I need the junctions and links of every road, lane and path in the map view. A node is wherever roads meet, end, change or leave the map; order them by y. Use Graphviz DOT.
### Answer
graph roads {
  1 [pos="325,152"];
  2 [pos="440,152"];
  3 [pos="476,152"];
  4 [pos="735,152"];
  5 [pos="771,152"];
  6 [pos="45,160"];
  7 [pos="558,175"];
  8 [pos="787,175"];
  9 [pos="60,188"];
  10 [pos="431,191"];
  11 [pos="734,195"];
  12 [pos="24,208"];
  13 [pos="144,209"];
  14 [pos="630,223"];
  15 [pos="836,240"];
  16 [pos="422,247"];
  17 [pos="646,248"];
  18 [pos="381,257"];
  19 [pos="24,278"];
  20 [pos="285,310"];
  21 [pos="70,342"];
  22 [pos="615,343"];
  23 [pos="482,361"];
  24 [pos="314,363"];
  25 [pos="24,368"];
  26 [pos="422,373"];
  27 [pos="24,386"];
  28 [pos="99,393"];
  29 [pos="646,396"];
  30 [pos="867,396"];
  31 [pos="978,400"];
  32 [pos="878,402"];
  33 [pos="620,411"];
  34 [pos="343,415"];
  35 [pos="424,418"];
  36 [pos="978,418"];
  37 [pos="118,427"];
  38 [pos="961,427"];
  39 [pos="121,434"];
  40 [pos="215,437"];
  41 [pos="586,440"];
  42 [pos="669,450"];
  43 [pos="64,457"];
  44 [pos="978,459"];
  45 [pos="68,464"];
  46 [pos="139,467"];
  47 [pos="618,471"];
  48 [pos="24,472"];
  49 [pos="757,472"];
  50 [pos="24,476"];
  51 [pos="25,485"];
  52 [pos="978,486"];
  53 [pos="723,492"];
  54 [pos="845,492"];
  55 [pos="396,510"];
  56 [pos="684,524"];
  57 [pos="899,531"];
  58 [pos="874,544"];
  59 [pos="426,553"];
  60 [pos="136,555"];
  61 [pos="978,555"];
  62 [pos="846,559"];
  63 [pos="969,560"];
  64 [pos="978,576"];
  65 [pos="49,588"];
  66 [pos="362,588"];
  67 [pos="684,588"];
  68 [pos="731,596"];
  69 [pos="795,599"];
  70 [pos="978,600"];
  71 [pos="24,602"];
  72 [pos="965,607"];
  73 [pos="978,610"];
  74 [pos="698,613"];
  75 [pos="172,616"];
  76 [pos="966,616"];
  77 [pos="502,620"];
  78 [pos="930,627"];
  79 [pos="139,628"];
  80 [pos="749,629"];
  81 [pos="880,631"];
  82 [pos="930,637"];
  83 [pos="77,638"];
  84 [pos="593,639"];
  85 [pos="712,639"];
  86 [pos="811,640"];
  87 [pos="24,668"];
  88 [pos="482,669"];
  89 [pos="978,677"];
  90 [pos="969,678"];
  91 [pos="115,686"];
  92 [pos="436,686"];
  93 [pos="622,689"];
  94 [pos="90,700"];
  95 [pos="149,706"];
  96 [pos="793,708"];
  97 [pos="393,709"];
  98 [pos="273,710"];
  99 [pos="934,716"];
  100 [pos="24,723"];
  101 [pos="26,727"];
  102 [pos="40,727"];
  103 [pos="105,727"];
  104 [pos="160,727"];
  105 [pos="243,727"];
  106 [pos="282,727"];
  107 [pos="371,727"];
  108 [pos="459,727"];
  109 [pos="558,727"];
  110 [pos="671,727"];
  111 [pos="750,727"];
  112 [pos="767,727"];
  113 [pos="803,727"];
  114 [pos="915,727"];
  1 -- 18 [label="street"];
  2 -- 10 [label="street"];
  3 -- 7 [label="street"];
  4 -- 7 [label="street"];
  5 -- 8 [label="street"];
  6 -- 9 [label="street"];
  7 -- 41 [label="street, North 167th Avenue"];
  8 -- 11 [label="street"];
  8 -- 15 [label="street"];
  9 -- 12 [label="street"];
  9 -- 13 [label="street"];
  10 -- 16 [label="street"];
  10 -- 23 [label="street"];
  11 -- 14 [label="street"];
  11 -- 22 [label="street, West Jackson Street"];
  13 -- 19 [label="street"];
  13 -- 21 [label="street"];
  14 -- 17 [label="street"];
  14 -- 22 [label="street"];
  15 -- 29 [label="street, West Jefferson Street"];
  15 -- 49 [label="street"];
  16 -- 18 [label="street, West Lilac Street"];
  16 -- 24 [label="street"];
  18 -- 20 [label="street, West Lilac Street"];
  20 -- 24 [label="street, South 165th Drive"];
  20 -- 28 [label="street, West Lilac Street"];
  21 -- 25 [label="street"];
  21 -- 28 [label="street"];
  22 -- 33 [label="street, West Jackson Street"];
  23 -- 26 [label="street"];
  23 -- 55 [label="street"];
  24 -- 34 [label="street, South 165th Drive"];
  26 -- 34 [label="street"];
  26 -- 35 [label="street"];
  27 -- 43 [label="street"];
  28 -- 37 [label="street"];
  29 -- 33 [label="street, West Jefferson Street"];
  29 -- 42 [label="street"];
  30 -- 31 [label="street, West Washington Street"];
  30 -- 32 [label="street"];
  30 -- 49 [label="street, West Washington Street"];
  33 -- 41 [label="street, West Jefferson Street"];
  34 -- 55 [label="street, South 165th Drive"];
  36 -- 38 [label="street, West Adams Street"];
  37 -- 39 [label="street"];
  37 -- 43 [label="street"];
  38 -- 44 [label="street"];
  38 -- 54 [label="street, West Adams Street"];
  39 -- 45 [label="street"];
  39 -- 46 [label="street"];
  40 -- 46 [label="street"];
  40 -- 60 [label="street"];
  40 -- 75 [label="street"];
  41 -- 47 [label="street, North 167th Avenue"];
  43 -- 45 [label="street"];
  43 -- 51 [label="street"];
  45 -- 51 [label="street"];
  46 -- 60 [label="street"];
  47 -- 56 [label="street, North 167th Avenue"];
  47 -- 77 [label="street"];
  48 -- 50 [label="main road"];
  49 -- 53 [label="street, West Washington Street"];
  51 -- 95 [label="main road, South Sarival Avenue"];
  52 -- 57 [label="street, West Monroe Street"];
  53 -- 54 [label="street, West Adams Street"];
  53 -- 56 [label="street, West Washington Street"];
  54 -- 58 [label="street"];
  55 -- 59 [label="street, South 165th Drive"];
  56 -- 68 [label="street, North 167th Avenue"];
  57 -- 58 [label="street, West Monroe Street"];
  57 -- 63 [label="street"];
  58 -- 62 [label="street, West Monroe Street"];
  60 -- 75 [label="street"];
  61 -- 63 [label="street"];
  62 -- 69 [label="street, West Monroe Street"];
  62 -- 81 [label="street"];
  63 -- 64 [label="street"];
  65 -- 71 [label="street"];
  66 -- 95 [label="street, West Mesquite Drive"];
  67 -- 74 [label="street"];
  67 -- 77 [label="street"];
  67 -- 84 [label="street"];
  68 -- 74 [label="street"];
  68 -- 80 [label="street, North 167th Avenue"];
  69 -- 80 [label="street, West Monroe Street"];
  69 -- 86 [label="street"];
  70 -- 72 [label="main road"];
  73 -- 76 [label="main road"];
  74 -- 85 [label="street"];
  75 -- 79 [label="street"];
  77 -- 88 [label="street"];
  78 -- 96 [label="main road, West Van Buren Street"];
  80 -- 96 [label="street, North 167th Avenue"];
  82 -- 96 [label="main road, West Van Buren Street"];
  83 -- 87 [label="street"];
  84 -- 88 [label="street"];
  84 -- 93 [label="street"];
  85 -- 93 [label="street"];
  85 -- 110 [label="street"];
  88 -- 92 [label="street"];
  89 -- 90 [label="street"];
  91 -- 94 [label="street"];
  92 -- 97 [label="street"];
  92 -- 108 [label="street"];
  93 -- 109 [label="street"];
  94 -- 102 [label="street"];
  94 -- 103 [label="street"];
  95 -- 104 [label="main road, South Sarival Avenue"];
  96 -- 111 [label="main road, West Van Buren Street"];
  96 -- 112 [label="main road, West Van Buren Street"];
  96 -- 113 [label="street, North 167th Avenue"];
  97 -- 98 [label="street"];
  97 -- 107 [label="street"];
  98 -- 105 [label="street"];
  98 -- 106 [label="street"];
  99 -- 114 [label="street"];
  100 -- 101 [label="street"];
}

--

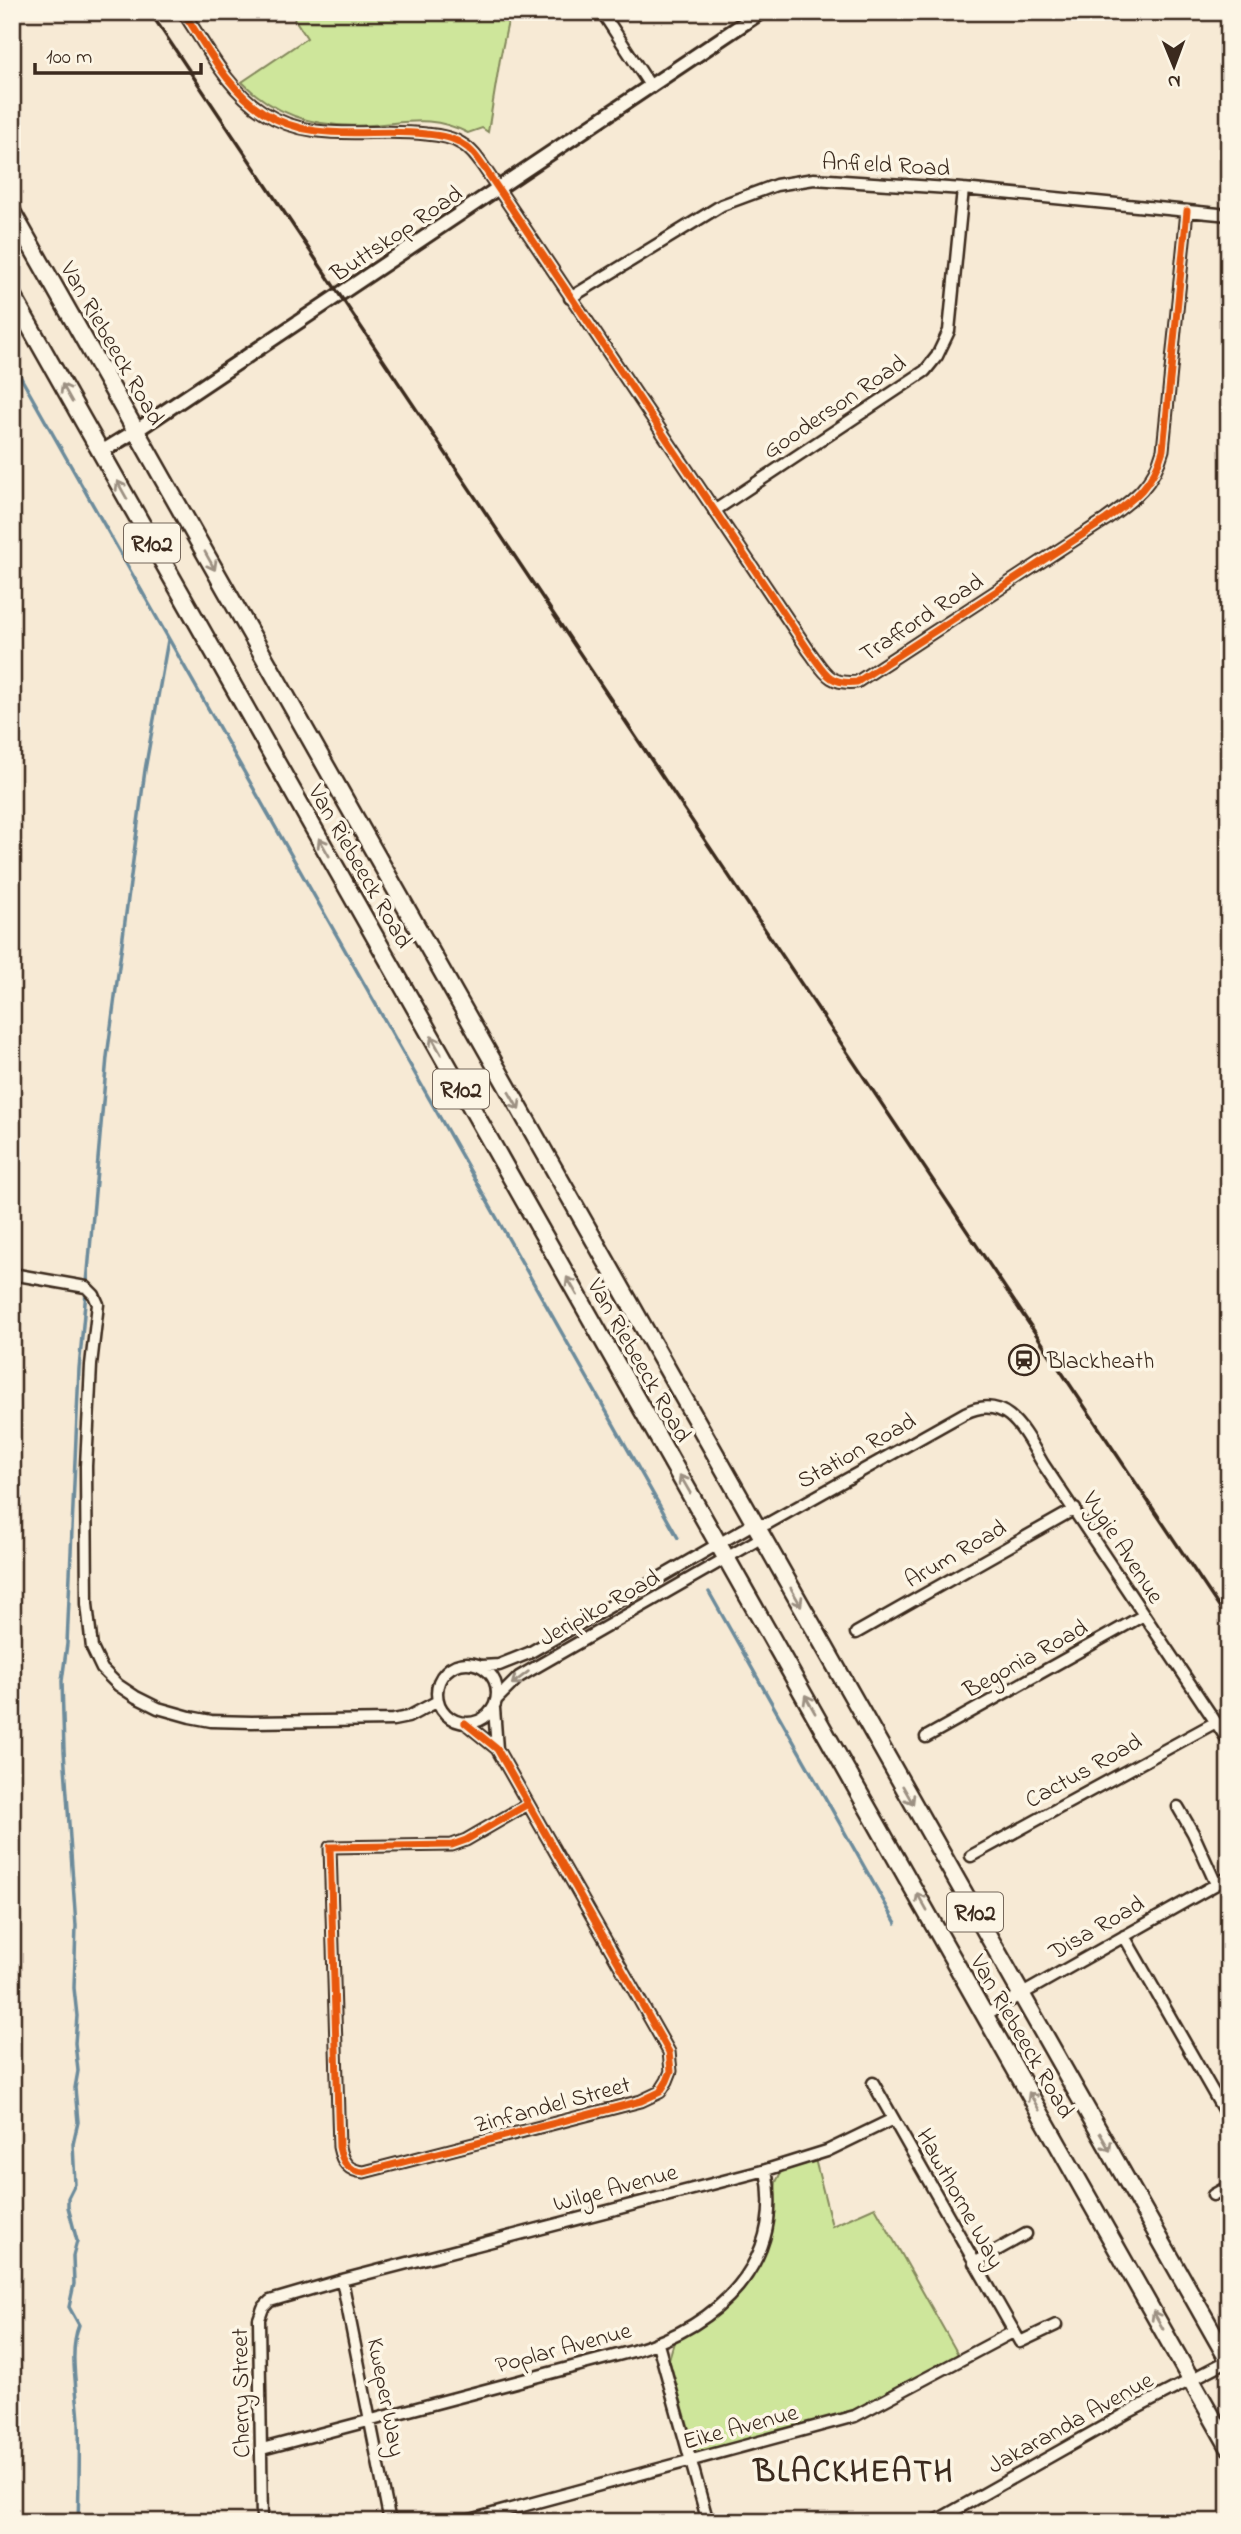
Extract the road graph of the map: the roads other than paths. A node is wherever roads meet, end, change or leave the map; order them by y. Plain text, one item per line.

* * *

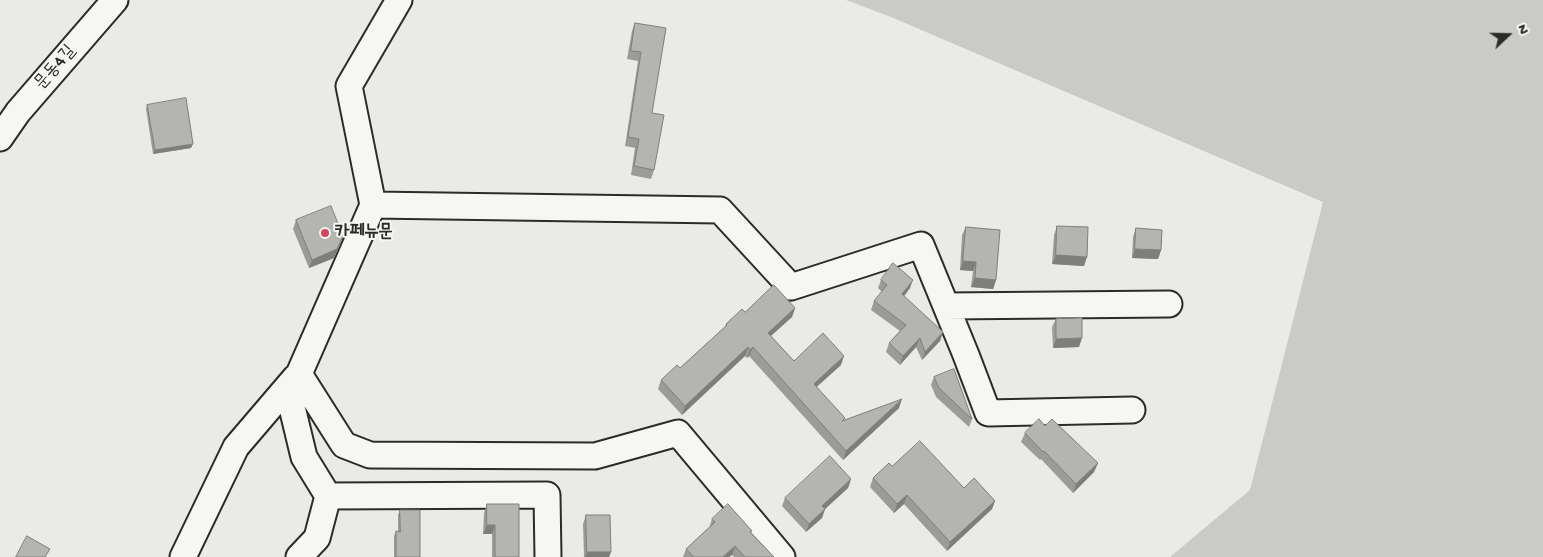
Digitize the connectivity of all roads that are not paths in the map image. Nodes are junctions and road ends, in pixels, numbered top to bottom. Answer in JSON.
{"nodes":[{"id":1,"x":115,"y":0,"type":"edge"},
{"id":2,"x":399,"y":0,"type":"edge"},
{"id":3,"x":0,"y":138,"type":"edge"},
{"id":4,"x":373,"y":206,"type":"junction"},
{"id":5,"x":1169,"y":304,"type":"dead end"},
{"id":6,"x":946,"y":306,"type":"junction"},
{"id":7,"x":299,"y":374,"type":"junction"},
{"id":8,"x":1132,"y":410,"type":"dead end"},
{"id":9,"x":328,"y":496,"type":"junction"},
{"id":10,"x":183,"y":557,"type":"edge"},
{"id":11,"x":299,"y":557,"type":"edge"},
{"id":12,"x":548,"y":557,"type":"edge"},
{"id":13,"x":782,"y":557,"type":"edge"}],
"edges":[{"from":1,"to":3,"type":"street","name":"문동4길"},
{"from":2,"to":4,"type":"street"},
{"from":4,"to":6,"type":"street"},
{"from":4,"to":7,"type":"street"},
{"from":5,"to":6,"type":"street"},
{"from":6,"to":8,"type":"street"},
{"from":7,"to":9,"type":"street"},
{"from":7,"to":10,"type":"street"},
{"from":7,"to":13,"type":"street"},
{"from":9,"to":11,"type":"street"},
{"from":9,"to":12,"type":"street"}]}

What is expected: Lines in the material above that include the string "order" should be listed.

Answer section:
I need the junctions and links of every road, lane and path in the map view. A node is wherever roads meet, end, change or leave the map; order them by y. Use Graphviz DOT.
Extract the road graph of the map: the roads other than paths. A node is wherever roads meet, end, change or leave the map; order them by y. Plain text, one item per line.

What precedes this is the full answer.